In order to obtain a deeper insight into these focusing effects, we have made use of Wigner phase space. In our analysis, we have revealed the intimidate connection between a freely propagating wave packet with and without a phase jump at its center. In fact, both situation only differ by the sign in front of the interference term contributing to the Wigner function. We have shown, that it is the absence or presence of negative contributions to the Wigner function close to the center of the transverse coordinate which result in a bright or a dark focus. Indeed, the free time evolution of the Wigner function corresponds to a shearing of phase space. As a result, at very particular times negative contributions to the Wigner function play a more dominant role in the central region and give raise to these diffraction phenomena.

Experimental measurements of surface gravity water waves generated in a water tank verify our theoretical predictions. With the help of an antisymmetric slit in time, we have indeed observed the emergence of a dark focus. Moreover, we have demonstrated the particular power law that is connected with defocusing and the broad dark regions that show up in the propagation of this particular wave profile. Our results indicate that the dark focusing as well as the bright focusing are universal phenomena in classical and quantum physics for wave functions of constant amplitude.

The extension of the diffraction of scalar waves, characterized by a rectangular antisymmetric profile, to phase slits with intermediate values of the phase between 0 and \(2\pi \) allows us to understand how the value of the phase difference influences the symmetry of the diffraction pattern and how the transition between bright and dark focusing occurs.

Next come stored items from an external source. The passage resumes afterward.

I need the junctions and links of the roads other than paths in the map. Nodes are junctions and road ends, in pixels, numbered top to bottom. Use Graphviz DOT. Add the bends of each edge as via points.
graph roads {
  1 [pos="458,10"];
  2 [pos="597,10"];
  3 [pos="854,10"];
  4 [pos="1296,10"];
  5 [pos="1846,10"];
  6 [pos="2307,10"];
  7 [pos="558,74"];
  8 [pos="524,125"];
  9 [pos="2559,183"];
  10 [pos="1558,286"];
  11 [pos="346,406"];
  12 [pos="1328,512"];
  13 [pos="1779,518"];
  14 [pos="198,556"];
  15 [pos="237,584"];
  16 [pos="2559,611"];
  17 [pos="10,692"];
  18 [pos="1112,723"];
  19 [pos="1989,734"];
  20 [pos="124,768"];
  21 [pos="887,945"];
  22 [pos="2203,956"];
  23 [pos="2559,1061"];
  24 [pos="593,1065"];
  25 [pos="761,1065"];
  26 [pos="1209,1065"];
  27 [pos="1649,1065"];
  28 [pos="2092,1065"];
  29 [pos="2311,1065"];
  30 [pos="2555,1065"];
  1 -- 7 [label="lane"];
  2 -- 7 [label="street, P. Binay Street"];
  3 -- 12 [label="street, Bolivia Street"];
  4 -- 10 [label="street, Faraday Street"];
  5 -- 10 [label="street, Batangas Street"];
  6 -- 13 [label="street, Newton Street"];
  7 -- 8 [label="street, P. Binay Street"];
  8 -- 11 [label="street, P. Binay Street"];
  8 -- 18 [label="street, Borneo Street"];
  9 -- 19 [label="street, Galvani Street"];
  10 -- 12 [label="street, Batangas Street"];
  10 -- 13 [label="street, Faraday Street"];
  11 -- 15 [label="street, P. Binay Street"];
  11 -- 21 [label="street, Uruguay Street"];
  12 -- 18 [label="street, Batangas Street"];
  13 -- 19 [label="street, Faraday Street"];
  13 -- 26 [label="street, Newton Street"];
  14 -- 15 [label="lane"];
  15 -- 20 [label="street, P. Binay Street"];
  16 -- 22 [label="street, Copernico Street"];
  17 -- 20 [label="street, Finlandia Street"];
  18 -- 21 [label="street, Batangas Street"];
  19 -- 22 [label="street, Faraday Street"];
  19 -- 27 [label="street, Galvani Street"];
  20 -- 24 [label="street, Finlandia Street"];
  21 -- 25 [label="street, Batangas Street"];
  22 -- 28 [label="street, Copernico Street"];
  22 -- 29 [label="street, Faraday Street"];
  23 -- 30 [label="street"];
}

When the initial wave function has a constant amplitude, but the phase profile is linear and not piecewise constant, other diffractive effects arise. When the phase profile is an isosceles triangle, with the maximum in the middle point of the coordinate axis, the bright diffractive focusing is boosted along the propagation axis. The maximum in the intensity pattern also increases with an increasing value of the phase maximum. On the other hand, the point of highest intensity approaches the origin of diffraction. Moreover, the diffraction pattern of a triangular phase slit corresponds to the 2D analog of the 3D field intensity generated by an axicon. In the case where the middle point of the slit has a phase minimum, the diffraction pattern becomes increasingly divergent with increasing gradient of the phase profile.

These results are of relevance in many fields of physics where wave packets evolve freely in space. Then the dark focusing manifests itself most prominently for wave packets that have initially an antisymmetric profile. In particular, the dark focusing of classical waves can be exploited in the Talbot effect of one-dimensional gratings and Fresnel phase zone plates.

In this article, we have limited our analysis to wave functions with only two segments, either symmetric, or antisymmetric. The extension to wave functions that display repeated profile segments and are generated by finite periodic phase slits may be explored in the context of the Talbot effect. In most cases, the Talbot effect is studied by using one-dimensional amplitude slits. Here phase slits introduce an additional degree of freedom. Recently, it has been demonstrated by calculations and experiments that a plasmonic wave can be guided using a periodic array of slits in the propagation direction [16]. However, beyond amplitude slits, the effects introduced by phase slits remain to be investigated. Moreover, non-periodic multilayer slits have been used to focus electromagnetic waves of short wavelength (X-rays and extreme UV) in one dimension [34]. These gratings are a special version of the Fresnel zone plates called Multilayer Laue Lens [35]. A phase slit where the phase segments are adequately tailored could as well be used as a one-dimensional focusing lens.